GIVEN RECORDS

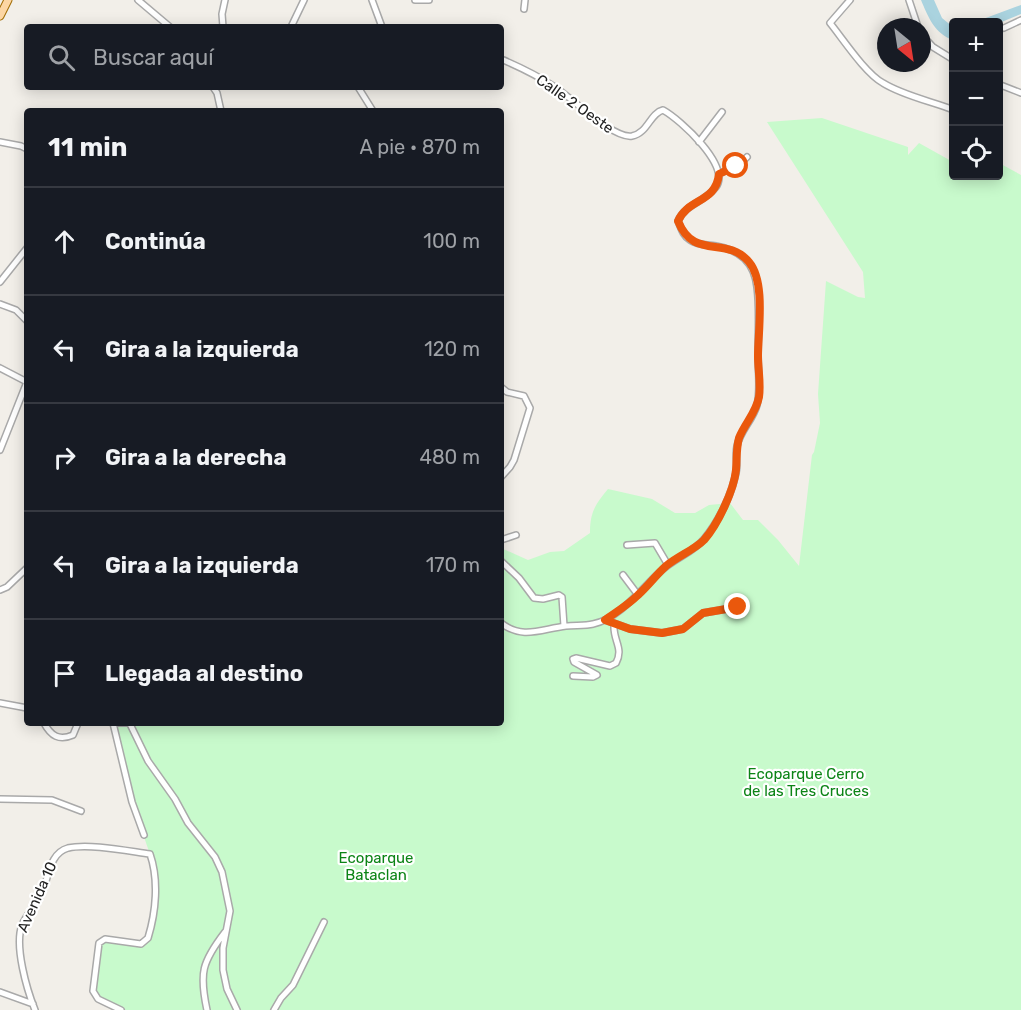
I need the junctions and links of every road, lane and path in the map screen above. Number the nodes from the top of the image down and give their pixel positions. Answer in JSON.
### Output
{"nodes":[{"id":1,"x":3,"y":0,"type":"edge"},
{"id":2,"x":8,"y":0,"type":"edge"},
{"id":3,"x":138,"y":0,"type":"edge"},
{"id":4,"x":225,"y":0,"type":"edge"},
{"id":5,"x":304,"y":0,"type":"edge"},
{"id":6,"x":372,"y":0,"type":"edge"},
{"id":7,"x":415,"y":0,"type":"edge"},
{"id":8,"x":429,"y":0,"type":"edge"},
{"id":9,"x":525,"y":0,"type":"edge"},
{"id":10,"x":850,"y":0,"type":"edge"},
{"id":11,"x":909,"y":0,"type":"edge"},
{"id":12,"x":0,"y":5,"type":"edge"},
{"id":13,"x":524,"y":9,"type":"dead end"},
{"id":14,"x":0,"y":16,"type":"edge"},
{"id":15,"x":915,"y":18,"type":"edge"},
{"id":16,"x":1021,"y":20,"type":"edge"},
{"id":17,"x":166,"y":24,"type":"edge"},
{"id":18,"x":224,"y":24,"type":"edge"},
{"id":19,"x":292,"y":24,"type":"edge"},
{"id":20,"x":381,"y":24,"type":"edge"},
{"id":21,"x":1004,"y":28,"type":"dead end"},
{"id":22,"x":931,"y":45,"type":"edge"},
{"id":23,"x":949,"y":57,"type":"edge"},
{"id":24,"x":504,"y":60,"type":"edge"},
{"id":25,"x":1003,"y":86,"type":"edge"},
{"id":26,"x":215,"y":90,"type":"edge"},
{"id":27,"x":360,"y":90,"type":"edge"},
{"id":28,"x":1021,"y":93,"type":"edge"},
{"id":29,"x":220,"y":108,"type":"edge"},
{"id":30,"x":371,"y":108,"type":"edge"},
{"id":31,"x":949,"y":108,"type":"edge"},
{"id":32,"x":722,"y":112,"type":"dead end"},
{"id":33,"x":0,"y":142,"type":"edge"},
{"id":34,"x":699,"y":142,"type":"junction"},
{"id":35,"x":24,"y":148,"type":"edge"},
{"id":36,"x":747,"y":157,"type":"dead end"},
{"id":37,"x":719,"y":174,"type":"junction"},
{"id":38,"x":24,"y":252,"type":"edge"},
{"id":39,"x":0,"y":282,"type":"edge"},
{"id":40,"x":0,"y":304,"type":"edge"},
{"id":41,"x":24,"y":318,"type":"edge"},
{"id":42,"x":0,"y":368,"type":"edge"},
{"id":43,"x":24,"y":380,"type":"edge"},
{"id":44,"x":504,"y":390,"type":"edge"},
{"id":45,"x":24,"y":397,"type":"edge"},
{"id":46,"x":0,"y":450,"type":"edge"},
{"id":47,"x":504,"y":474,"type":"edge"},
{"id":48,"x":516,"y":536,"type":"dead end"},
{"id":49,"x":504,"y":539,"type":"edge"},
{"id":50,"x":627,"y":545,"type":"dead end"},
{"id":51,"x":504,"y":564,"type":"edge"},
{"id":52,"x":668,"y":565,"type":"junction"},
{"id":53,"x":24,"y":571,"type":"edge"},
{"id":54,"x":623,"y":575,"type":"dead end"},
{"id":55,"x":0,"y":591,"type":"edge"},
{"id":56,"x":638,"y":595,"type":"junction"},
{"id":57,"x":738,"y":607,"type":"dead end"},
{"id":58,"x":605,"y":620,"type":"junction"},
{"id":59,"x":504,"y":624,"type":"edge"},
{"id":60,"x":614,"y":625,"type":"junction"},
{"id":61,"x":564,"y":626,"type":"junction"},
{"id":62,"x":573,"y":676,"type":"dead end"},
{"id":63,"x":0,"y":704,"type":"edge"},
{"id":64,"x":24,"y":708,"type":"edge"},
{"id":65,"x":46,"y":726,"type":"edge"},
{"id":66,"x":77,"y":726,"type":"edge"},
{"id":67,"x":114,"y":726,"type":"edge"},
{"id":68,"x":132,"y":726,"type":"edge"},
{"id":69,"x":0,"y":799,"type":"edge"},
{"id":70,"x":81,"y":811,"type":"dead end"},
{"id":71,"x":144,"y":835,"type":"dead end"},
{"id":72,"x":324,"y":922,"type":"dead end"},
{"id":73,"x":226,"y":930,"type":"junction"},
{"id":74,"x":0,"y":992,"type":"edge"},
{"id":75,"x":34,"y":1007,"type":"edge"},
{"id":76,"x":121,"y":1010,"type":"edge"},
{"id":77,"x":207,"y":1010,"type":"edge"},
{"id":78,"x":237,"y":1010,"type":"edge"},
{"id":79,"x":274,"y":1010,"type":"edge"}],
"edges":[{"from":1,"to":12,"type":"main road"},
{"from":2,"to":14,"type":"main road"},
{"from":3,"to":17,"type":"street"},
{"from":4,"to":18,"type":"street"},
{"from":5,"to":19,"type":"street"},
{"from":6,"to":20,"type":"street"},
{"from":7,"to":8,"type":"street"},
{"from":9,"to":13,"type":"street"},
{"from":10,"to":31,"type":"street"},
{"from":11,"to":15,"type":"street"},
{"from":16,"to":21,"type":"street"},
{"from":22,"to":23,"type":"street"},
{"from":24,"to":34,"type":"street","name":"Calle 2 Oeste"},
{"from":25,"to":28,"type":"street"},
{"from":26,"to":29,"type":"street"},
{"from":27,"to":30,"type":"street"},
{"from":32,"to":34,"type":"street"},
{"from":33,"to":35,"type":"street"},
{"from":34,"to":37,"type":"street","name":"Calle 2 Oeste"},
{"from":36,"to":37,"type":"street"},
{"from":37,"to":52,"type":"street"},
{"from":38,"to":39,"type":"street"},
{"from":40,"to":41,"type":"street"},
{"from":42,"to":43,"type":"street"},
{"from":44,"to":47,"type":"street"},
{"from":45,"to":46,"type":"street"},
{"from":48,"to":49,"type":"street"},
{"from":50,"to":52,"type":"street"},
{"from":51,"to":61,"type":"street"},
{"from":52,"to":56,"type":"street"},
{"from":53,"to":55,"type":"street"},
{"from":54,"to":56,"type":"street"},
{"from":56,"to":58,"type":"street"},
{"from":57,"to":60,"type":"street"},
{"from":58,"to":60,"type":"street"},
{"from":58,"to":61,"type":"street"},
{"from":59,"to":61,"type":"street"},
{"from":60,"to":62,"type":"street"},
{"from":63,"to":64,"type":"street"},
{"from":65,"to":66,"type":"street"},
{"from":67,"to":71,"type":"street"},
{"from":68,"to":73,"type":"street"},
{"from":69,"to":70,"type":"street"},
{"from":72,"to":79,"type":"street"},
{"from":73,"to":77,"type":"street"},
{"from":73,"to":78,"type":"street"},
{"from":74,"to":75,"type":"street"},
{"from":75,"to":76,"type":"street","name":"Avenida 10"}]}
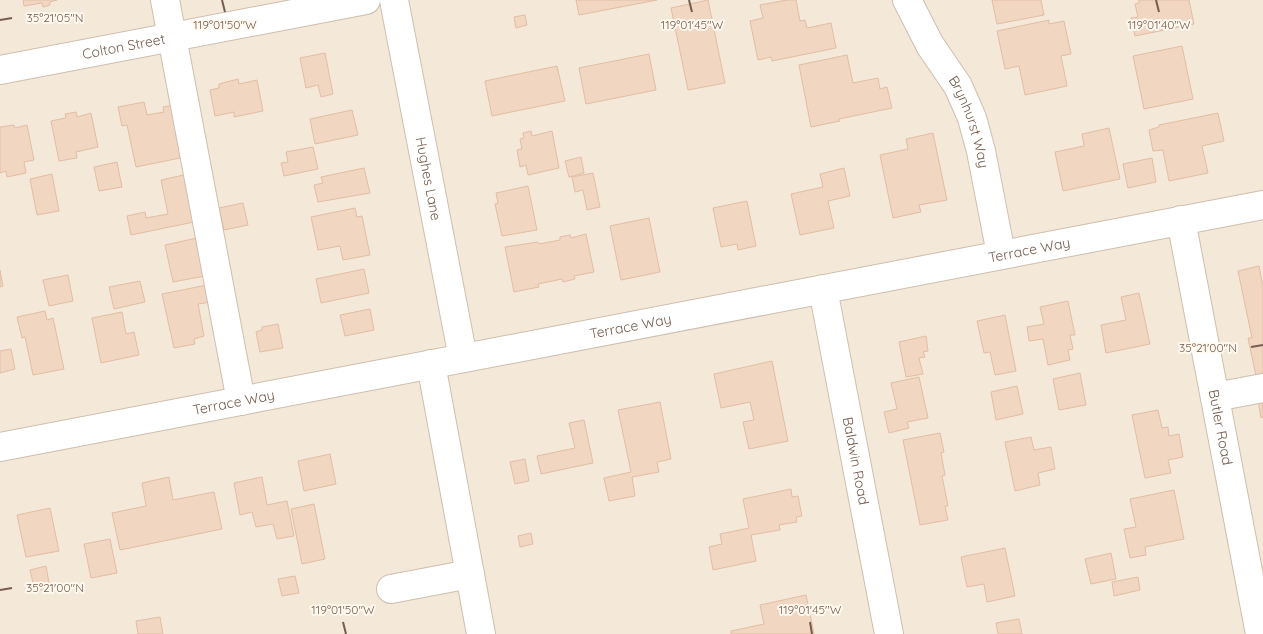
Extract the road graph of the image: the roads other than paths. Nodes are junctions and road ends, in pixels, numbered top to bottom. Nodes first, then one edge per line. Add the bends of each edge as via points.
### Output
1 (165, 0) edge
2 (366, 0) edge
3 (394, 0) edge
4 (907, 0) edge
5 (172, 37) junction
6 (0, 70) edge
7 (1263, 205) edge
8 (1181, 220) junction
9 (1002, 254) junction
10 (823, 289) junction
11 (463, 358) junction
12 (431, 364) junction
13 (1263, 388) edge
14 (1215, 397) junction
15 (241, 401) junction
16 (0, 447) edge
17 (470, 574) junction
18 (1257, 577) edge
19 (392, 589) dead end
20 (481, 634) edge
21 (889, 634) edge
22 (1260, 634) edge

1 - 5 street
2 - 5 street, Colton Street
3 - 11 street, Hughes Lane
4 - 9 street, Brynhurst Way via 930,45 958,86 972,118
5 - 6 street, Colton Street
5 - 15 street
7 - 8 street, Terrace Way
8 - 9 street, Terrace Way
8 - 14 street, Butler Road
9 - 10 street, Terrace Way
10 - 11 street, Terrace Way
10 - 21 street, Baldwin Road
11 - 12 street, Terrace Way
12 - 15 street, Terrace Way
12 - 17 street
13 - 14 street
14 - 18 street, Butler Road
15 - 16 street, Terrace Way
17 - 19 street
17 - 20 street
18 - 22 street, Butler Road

EXERCISE DIRECTIONS
The word "Calle" appears in some of the lines above. Copy those lines.

SOLVED PROBLEM
{"from":24,"to":34,"type":"street","name":"Calle 2 Oeste"},
{"from":34,"to":37,"type":"street","name":"Calle 2 Oeste"},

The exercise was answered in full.